__About this exercise__: The answer must consist of every record, printed exactly as it stands.

[Collected data entries]
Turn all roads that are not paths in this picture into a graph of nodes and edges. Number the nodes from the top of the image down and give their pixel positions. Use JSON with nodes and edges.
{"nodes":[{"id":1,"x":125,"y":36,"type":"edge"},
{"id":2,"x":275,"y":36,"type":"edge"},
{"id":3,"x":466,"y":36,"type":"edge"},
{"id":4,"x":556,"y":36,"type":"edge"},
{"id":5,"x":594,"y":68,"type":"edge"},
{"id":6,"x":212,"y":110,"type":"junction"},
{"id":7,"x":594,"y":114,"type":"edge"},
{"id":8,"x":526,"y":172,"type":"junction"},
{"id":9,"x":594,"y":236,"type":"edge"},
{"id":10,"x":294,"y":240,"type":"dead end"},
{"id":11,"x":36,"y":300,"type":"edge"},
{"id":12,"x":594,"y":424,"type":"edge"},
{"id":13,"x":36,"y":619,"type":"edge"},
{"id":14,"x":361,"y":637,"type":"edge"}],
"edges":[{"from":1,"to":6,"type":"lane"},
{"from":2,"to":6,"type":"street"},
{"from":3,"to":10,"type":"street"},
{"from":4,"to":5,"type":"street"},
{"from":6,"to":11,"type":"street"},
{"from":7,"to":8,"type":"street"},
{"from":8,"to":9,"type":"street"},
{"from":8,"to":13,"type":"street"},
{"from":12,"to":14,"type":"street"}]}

__Finished task__:
Turn all roads that are not paths in this picture into a graph of nodes and edges. Number the nodes from the top of the image down and give their pixel positions. Use JSON with nodes and edges.
{"nodes":[{"id":1,"x":125,"y":36,"type":"edge"},
{"id":2,"x":275,"y":36,"type":"edge"},
{"id":3,"x":466,"y":36,"type":"edge"},
{"id":4,"x":556,"y":36,"type":"edge"},
{"id":5,"x":594,"y":68,"type":"edge"},
{"id":6,"x":212,"y":110,"type":"junction"},
{"id":7,"x":594,"y":114,"type":"edge"},
{"id":8,"x":526,"y":172,"type":"junction"},
{"id":9,"x":594,"y":236,"type":"edge"},
{"id":10,"x":294,"y":240,"type":"dead end"},
{"id":11,"x":36,"y":300,"type":"edge"},
{"id":12,"x":594,"y":424,"type":"edge"},
{"id":13,"x":36,"y":619,"type":"edge"},
{"id":14,"x":361,"y":637,"type":"edge"}],
"edges":[{"from":1,"to":6,"type":"lane"},
{"from":2,"to":6,"type":"street"},
{"from":3,"to":10,"type":"street"},
{"from":4,"to":5,"type":"street"},
{"from":6,"to":11,"type":"street"},
{"from":7,"to":8,"type":"street"},
{"from":8,"to":9,"type":"street"},
{"from":8,"to":13,"type":"street"},
{"from":12,"to":14,"type":"street"}]}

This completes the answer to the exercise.